Update Restorative Justice Guru vs Murid SMKN 3 Tanjabtim Terhambat, Polisi Masih Penyelidikan
February 03, 2026 09:03 PM

"Jika ada yang bermohon (restorative justice), bisa kita fasilitasi. Tapi, ini juga masih proses" 
Kombes Pol Jimmy Christian Samma
Dirreskrimum Polda Jambi 

TRIBUNJAMBI.COM, JAMBI - Tiga minggu telah berlalu sejak kekerasan fisik antara guru dan siswa di Sekolah Menengah Kejuruan Negeri (SMKN) 3 Berbak di Kabupaten Tanjung Jabung Timur terjadi, Selasa (3/2/2026)

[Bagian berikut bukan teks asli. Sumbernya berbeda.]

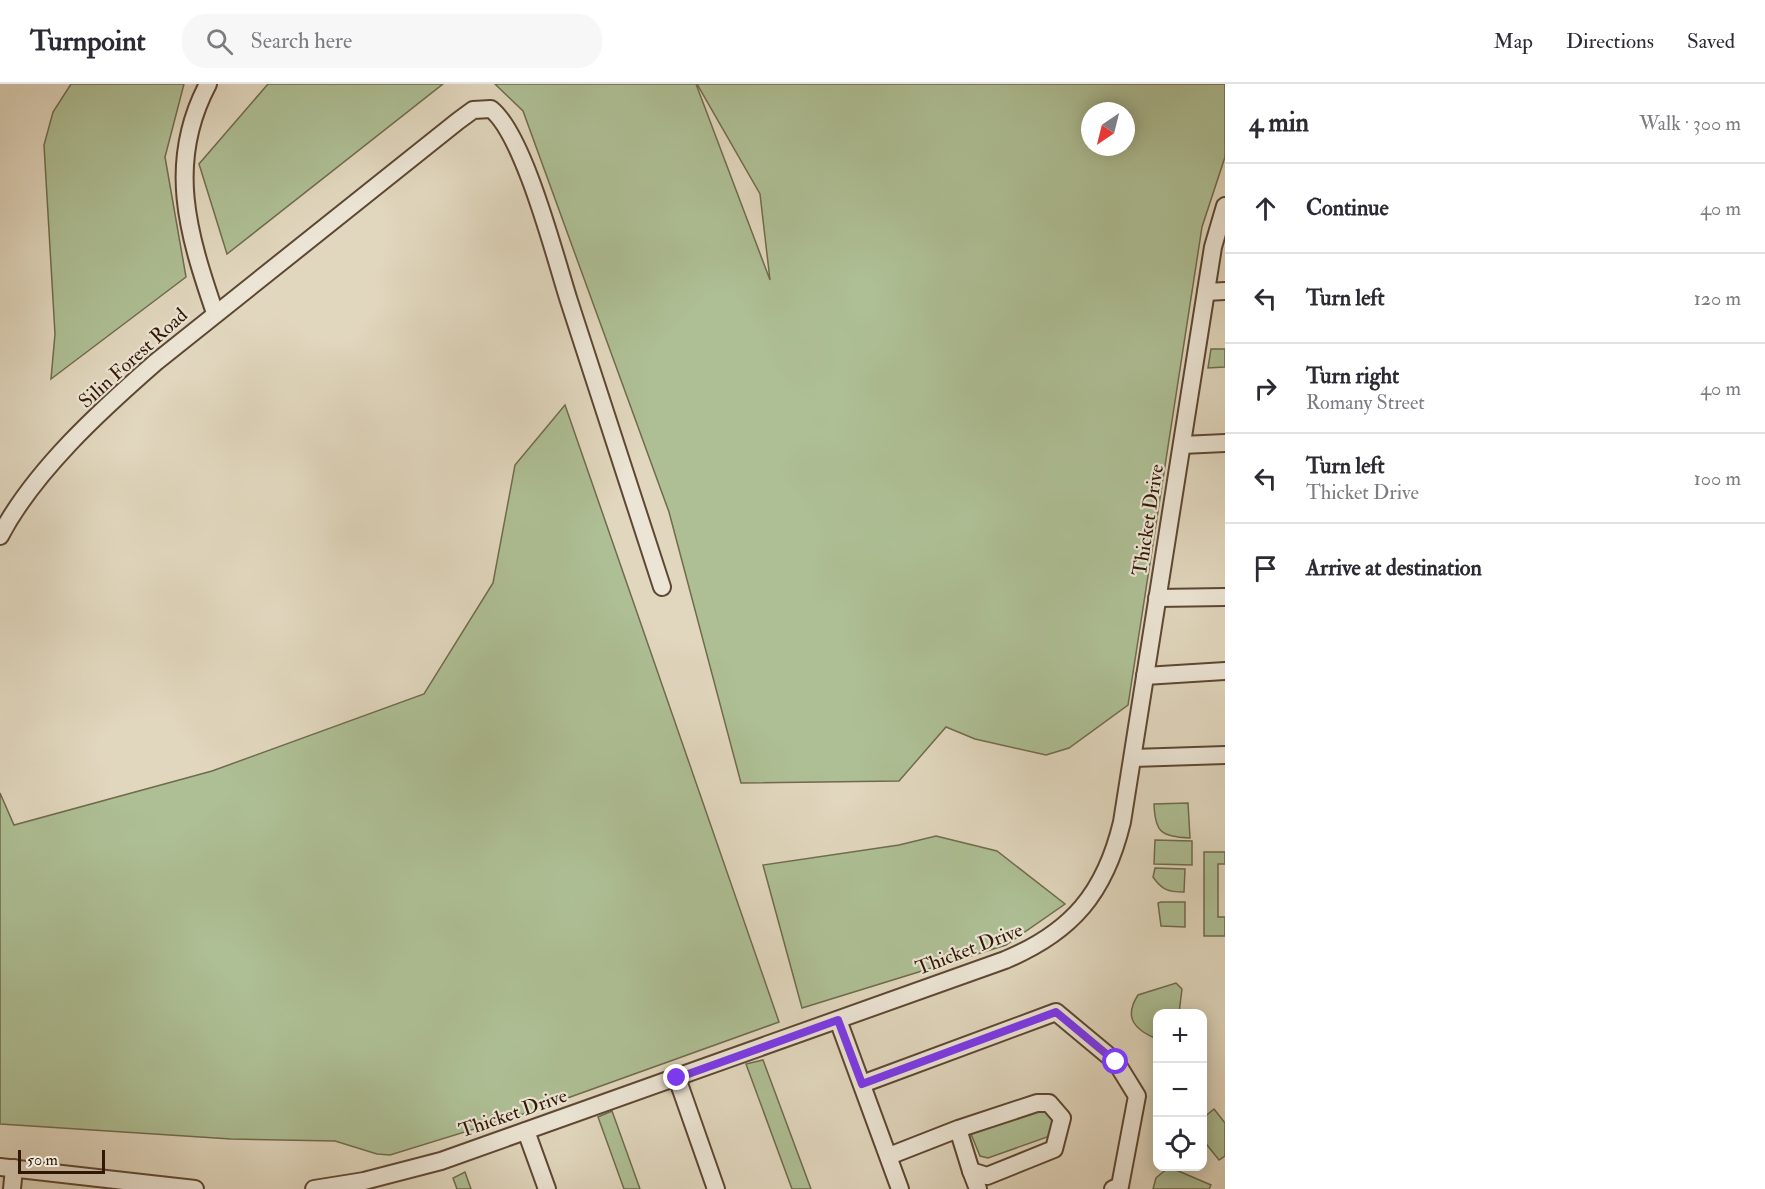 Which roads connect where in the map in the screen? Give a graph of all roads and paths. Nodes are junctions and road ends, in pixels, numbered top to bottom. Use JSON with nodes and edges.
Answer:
{"nodes":[{"id":1,"x":208,"y":84,"type":"edge"},
{"id":2,"x":1225,"y":206,"type":"edge"},
{"id":3,"x":1225,"y":291,"type":"edge"},
{"id":4,"x":1206,"y":292,"type":"junction"},
{"id":5,"x":215,"y":313,"type":"junction"},
{"id":6,"x":1225,"y":443,"type":"edge"},
{"id":7,"x":1182,"y":445,"type":"junction"},
{"id":8,"x":0,"y":536,"type":"edge"},
{"id":9,"x":662,"y":587,"type":"dead end"},
{"id":10,"x":1225,"y":597,"type":"edge"},
{"id":11,"x":1157,"y":598,"type":"junction"},
{"id":12,"x":1225,"y":671,"type":"edge"},
{"id":13,"x":1145,"y":676,"type":"junction"},
{"id":14,"x":1225,"y":755,"type":"edge"},
{"id":15,"x":1132,"y":758,"type":"junction"},
{"id":16,"x":838,"y":1020,"type":"junction"},
{"id":17,"x":677,"y":1078,"type":"junction"},
{"id":18,"x":862,"y":1084,"type":"junction"},
{"id":19,"x":958,"y":1129,"type":"junction"},
{"id":20,"x":526,"y":1131,"type":"junction"},
{"id":21,"x":889,"y":1156,"type":"junction"},
{"id":22,"x":7,"y":1168,"type":"edge"},
{"id":23,"x":971,"y":1171,"type":"junction"},
{"id":24,"x":380,"y":1183,"type":"edge"},
{"id":25,"x":349,"y":1186,"type":"edge"},
{"id":26,"x":12,"y":1189,"type":"edge"},
{"id":27,"x":184,"y":1189,"type":"edge"},
{"id":28,"x":195,"y":1189,"type":"edge"},
{"id":29,"x":314,"y":1189,"type":"edge"},
{"id":30,"x":547,"y":1189,"type":"edge"},
{"id":31,"x":716,"y":1189,"type":"edge"},
{"id":32,"x":900,"y":1189,"type":"edge"},
{"id":33,"x":978,"y":1189,"type":"edge"},
{"id":34,"x":1113,"y":1189,"type":"edge"}],
"edges":[{"from":1,"to":5,"type":"street","name":"Silin Forest Road"},
{"from":2,"to":4,"type":"street","name":"Thicket Drive"},
{"from":3,"to":4,"type":"street"},
{"from":4,"to":7,"type":"street","name":"Thicket Drive"},
{"from":5,"to":8,"type":"street","name":"Silin Forest Road"},
{"from":5,"to":9,"type":"street"},
{"from":6,"to":7,"type":"street"},
{"from":7,"to":11,"type":"street","name":"Thicket Drive"},
{"from":10,"to":11,"type":"street"},
{"from":11,"to":13,"type":"street","name":"Thicket Drive"},
{"from":12,"to":13,"type":"street"},
{"from":13,"to":15,"type":"street","name":"Thicket Drive"},
{"from":14,"to":15,"type":"street"},
{"from":15,"to":16,"type":"street","name":"Thicket Drive"},
{"from":16,"to":17,"type":"street","name":"Thicket Drive"},
{"from":16,"to":18,"type":"street"},
{"from":17,"to":20,"type":"street","name":"Thicket Drive"},
{"from":17,"to":31,"type":"street"},
{"from":18,"to":21,"type":"street"},
{"from":18,"to":34,"type":"street"},
{"from":19,"to":21,"type":"street"},
{"from":19,"to":23,"type":"street"},
{"from":19,"to":23,"type":"street"},
{"from":20,"to":24,"type":"street","name":"Thicket Drive"},
{"from":20,"to":30,"type":"street"},
{"from":21,"to":32,"type":"street"},
{"from":22,"to":26,"type":"street"},
{"from":22,"to":27,"type":"street"},
{"from":23,"to":33,"type":"street"},
{"from":24,"to":25,"type":"street","name":"Thicket Drive"},
{"from":25,"to":29,"type":"street","name":"Thicket Drive"},
{"from":27,"to":28,"type":"street"}]} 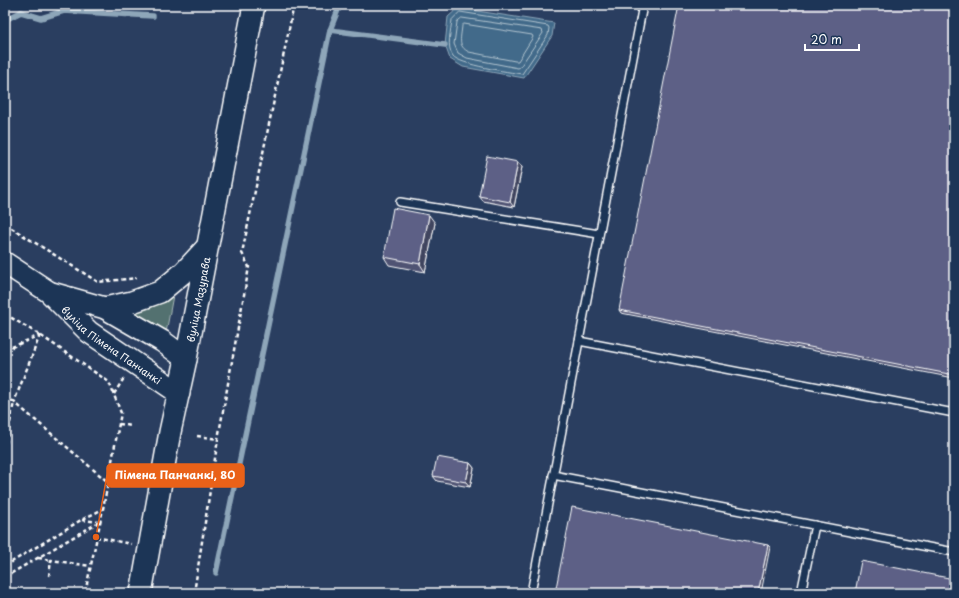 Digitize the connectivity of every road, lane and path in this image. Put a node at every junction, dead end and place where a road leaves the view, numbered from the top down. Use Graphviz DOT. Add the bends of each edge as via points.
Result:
graph roads {
  1 [pos="254,5"];
  2 [pos="294,5"];
  3 [pos="643,5"];
  4 [pos="400,202"];
  5 [pos="5,224"];
  6 [pos="599,234"];
  7 [pos="207,247"];
  8 [pos="5,263"];
  9 [pos="142,278"];
  10 [pos="49,292"];
  11 [pos="105,308"];
  12 [pos="5,314"];
  13 [pos="40,335"];
  14 [pos="579,341"];
  15 [pos="5,350"];
  16 [pos="186,359"];
  17 [pos="126,374"];
  18 [pos="179,393"];
  19 [pos="114,395"];
  20 [pos="5,396"];
  21 [pos="14,402"];
  22 [pos="954,413"];
  23 [pos="119,424"];
  24 [pos="132,426"];
  25 [pos="197,436"];
  26 [pos="218,439"];
  27 [pos="5,448"];
  28 [pos="553,475"];
  29 [pos="108,482"];
  30 [pos="103,509"];
  31 [pos="81,520"];
  32 [pos="100,522"];
  33 [pos="815,525"];
  34 [pos="96,537"];
  35 [pos="149,547"];
  36 [pos="954,552"];
  37 [pos="37,558"];
  38 [pos="51,560"];
  39 [pos="5,566"];
  40 [pos="90,566"];
  41 [pos="49,576"];
  42 [pos="5,577"];
  43 [pos="86,593"];
  44 [pos="141,593"];
  45 [pos="194,593"];
  46 [pos="530,593"];
  47 [pos="801,593"];
  1 -- 7 [label="main road, вуліца Мазурава"];
  2 -- 26 [label="path" via="242,253 249,267"];
  3 -- 6 [label="lane"];
  4 -- 6 [label="lane"];
  5 -- 9 [label="path" via="98,282"];
  6 -- 14 [label="lane"];
  7 -- 11 [label="main road" via="184,272 160,292"];
  7 -- 16 [label="main road, вуліца Мазурава"];
  8 -- 10 [label="main road, вуліца Пімена Панчанкі"];
  10 -- 11 [label="main road, вуліца Пімена Панчанкі"];
  10 -- 18 [label="main road, вуліца Пімена Панчанкі" via="89,332"];
  11 -- 16 [label="main road, вуліца Пімена Панчанкі" via="162,341"];
  12 -- 13 [label="path"];
  13 -- 15 [label="path"];
  13 -- 19 [label="path" via="108,382"];
  13 -- 21 [label="path"];
  14 -- 22 [label="lane"];
  14 -- 28 [label="lane"];
  16 -- 18 [label="main road, вуліца Мазурава"];
  17 -- 19 [label="path"];
  18 -- 35 [label="main road, вуліца Мазурава"];
  19 -- 23 [label="path" via="121,413"];
  20 -- 21 [label="path"];
  21 -- 27 [label="path"];
  21 -- 29 [label="path"];
  23 -- 24 [label="path"];
  23 -- 29 [label="path"];
  25 -- 26 [label="path"];
  26 -- 45 [label="path"];
  28 -- 33 [label="lane"];
  28 -- 46 [label="lane"];
  29 -- 30 [label="path"];
  30 -- 31 [label="path"];
  30 -- 32 [label="path"];
  31 -- 32 [label="path"];
  31 -- 39 [label="path"];
  32 -- 34 [label="path"];
  32 -- 37 [label="path"];
  33 -- 36 [label="lane"];
  33 -- 47 [label="lane"];
  34 -- 35 [label="path"];
  34 -- 40 [label="path"];
  35 -- 44 [label="main road, вуліца Мазурава"];
  37 -- 38 [label="path"];
  37 -- 42 [label="path"];
  38 -- 40 [label="path"];
  38 -- 41 [label="path"];
  40 -- 43 [label="path"];
} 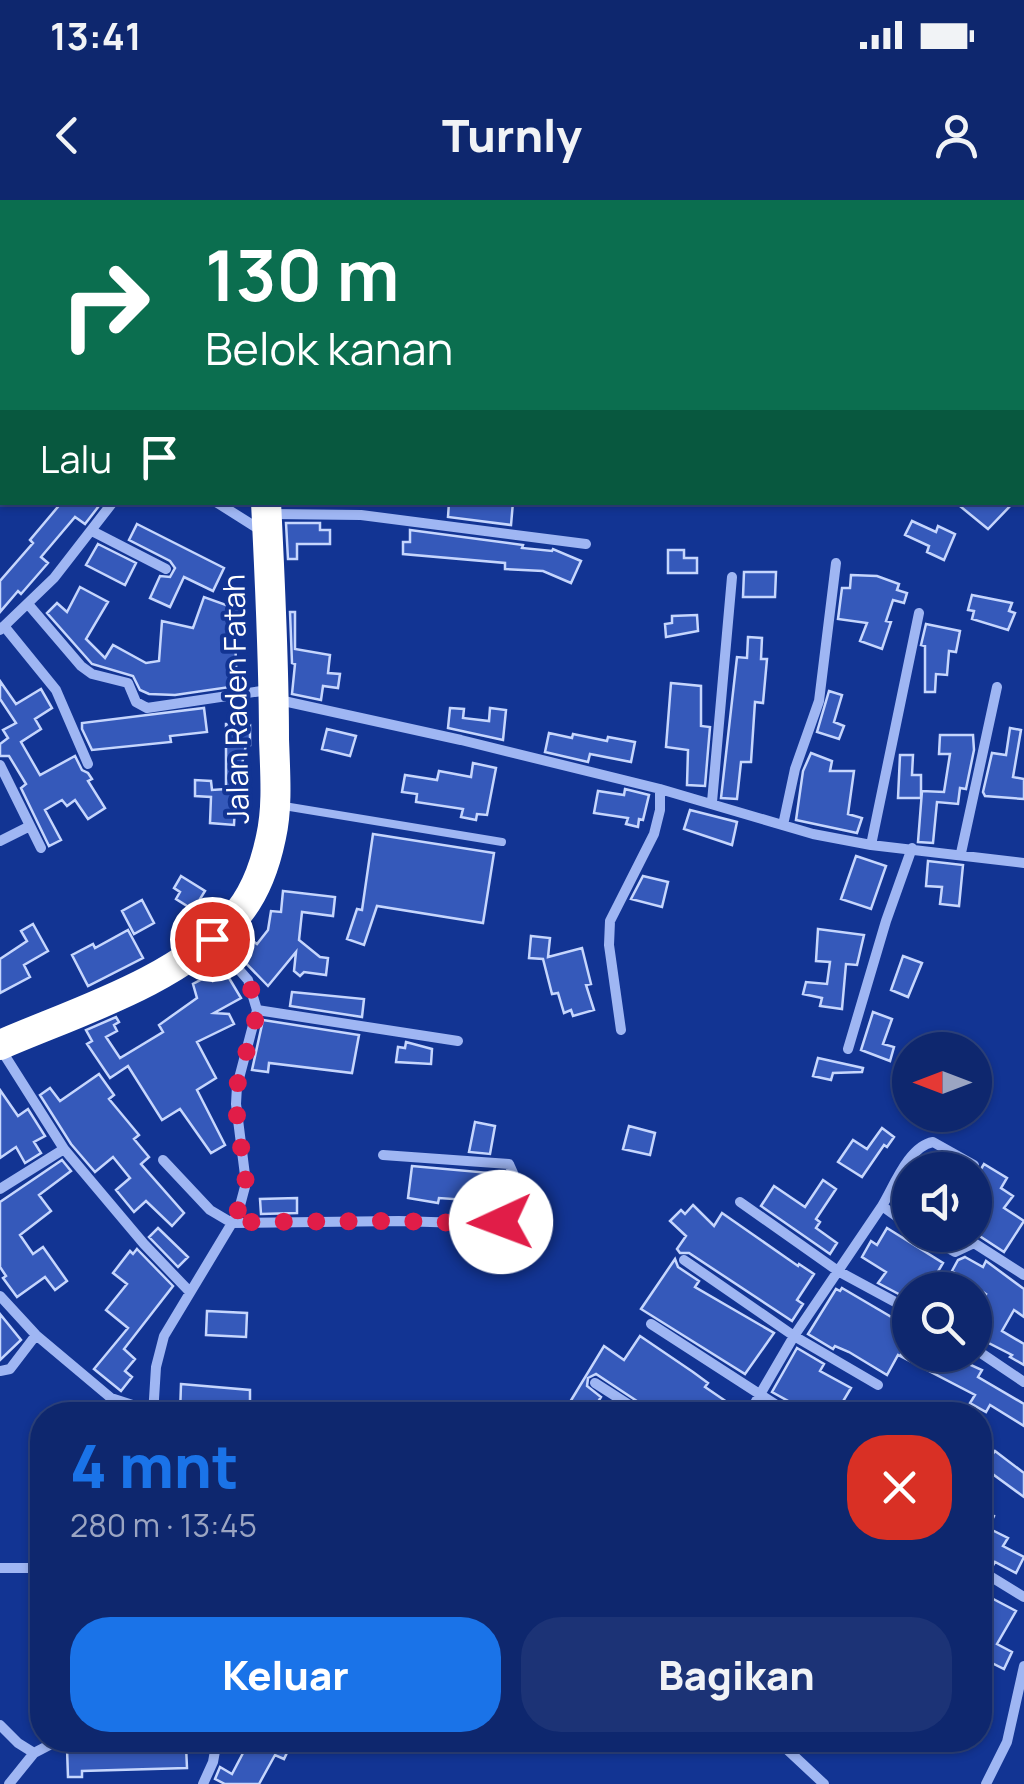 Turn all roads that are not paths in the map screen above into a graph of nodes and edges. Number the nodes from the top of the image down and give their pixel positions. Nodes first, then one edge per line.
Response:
1 (111, 505) edge
2 (226, 505) edge
3 (266, 517) edge
4 (92, 531) junction
5 (586, 544) dead end
6 (836, 563) dead end
7 (166, 568) dead end
8 (732, 577) dead end
9 (28, 604) junction
10 (919, 613) dead end
11 (2, 628) edge
12 (997, 687) dead end
13 (274, 695) junction
14 (88, 764) dead end
15 (0, 765) edge
16 (660, 789) junction
17 (712, 802) junction
18 (275, 805) junction
19 (783, 825) junction
20 (30, 826) junction
21 (0, 840) edge
22 (502, 842) dead end
23 (871, 845) junction
24 (41, 848) dead end
25 (912, 848) junction
26 (960, 853) junction
27 (1024, 863) edge
28 (212, 939) junction
29 (258, 1010) junction
30 (621, 1030) dead end
31 (458, 1040) dead end
32 (0, 1046) edge
33 (848, 1048) dead end
34 (64, 1148) junction
35 (917, 1152) edge
36 (951, 1152) edge
37 (383, 1155) dead end
38 (163, 1160) dead end
39 (0, 1190) edge
40 (892, 1190) edge
41 (740, 1202) dead end
42 (882, 1206) junction
43 (892, 1213) edge
44 (232, 1222) junction
45 (988, 1252) edge
46 (684, 1260) dead end
47 (838, 1271) junction
48 (1024, 1275) edge
49 (188, 1292) junction
50 (0, 1296) edge
51 (892, 1300) edge
52 (651, 1324) dead end
53 (36, 1335) junction
54 (794, 1336) junction
55 (992, 1360) edge
56 (0, 1371) edge
57 (1024, 1382) edge
58 (595, 1384) dead end
59 (878, 1385) dead end
60 (759, 1396) junction
61 (123, 1402) edge
62 (153, 1402) edge
63 (624, 1402) edge
64 (756, 1402) edge
65 (769, 1402) edge
66 (0, 1568) edge
67 (30, 1568) edge
68 (992, 1578) edge
69 (1024, 1598) edge
70 (1024, 1666) edge
71 (0, 1725) edge
72 (30, 1750) edge
73 (215, 1752) edge
74 (790, 1752) edge
75 (34, 1753) edge
76 (9, 1784) edge
77 (203, 1784) edge
78 (824, 1784) edge
79 (986, 1784) edge

1 - 4 street
2 - 3 street
3 - 5 street
3 - 13 highway, Jalan Raden Fatah
4 - 7 street
4 - 9 street
6 - 19 street
8 - 17 street
9 - 11 street
9 - 13 street
10 - 23 street
11 - 14 street
12 - 26 street
13 - 16 street
13 - 18 highway, Jalan Raden Fatah
15 - 20 street
16 - 17 street
16 - 30 street
17 - 19 street
18 - 22 lane
18 - 28 highway, Jalan Raden Fatah
19 - 23 street
20 - 21 street
20 - 24 street
23 - 25 street
25 - 26 street
25 - 33 street
26 - 27 street
28 - 29 street
28 - 32 highway, Jalan Raden Fatah
29 - 31 street
29 - 44 street
32 - 34 street
34 - 39 street
34 - 49 street
35 - 36 street
37 - 44 street
38 - 44 street
40 - 42 street
41 - 47 street
42 - 43 street
42 - 47 street
44 - 49 street
45 - 48 street
46 - 54 street
47 - 51 street
47 - 54 street
49 - 62 street
50 - 53 street
52 - 60 street
53 - 56 street
53 - 61 street
54 - 59 street
54 - 60 street
55 - 57 street
58 - 63 street
60 - 64 street
60 - 65 street
66 - 67 street
68 - 69 street
70 - 79 street
71 - 72 street
73 - 77 street
74 - 78 street
75 - 76 street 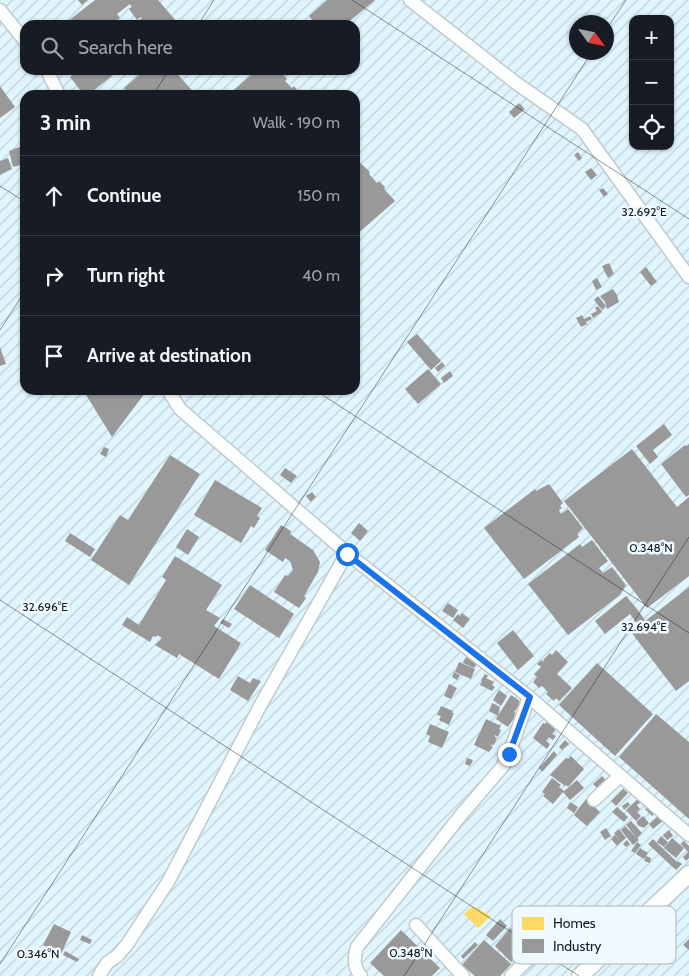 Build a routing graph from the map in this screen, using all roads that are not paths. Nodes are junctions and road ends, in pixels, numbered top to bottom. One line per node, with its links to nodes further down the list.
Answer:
1 (410, 0): 6 (lane)
2 (0, 10): 3 (lane)
3 (20, 35)
4 (49, 75): 5 (lane)
5 (57, 90)
6 (689, 277)
7 (171, 395): 8 (lane)
8 (347, 554): 9 (lane); 18 (lane)
9 (530, 697): 10 (lane); 19 (lane)
10 (620, 776): 11 (lane); 12 (lane)
11 (594, 800)
12 (689, 835)
13 (689, 874): 14 (main road)
14 (655, 906)
15 (416, 925): 20 (lane)
16 (523, 964): 21 (lane)
17 (593, 964): 22 (main road)
18 (99, 976)
19 (361, 976)
20 (463, 976)
21 (511, 976)
22 (580, 976)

Hingga kini, belum ada titik terang kasus yang viral se-Indonesia tersebut. 
Kepolisian Daerah (Polda) Jambi masih melakukan penyelidikan, sementara belum terlihat ada tanda-tanda upaya restorative justice atau keadilan restoratif bakal untuk keduabelah pihak.

Direktur Reserse Kriminal Umum (Dirreskrimum) Polda Jambi, Kombes Pol Jimmy Christian Samma, mengatakan polisi telah memanggil sejumlah saksi.

"Saksi yang berhubungan sudah kita panggil, jadi masih proses," ujarnya. 

Dia mengatakan upaya restorative justice masih belum dimulai. Proses itu bisa dilakukan apabila ada pihak yang mengajukan permohonan. 

"Jika ada yang bermohon (restorative justice), bisa kita fasilitasi. Tapi, ini juga masih proses," jelasnya.

Senada dengan itu, kuasa hukum siswa yang terkait saat tindak kekerasan LF, mengatakan sebenarnya sudah ada upaya untuk melakukan mediasi. Namun, dari pihak guru belum ada respons.

"Di hari Minggu lalu (ada upaya mediasi), tapi dari gurunya tidak ada respons," tuturnya.

Sementara itu, kemarin, siswa LF (16) melanjutkan pemeriksaan psikologis sebagai korban untuk kedua kalinya.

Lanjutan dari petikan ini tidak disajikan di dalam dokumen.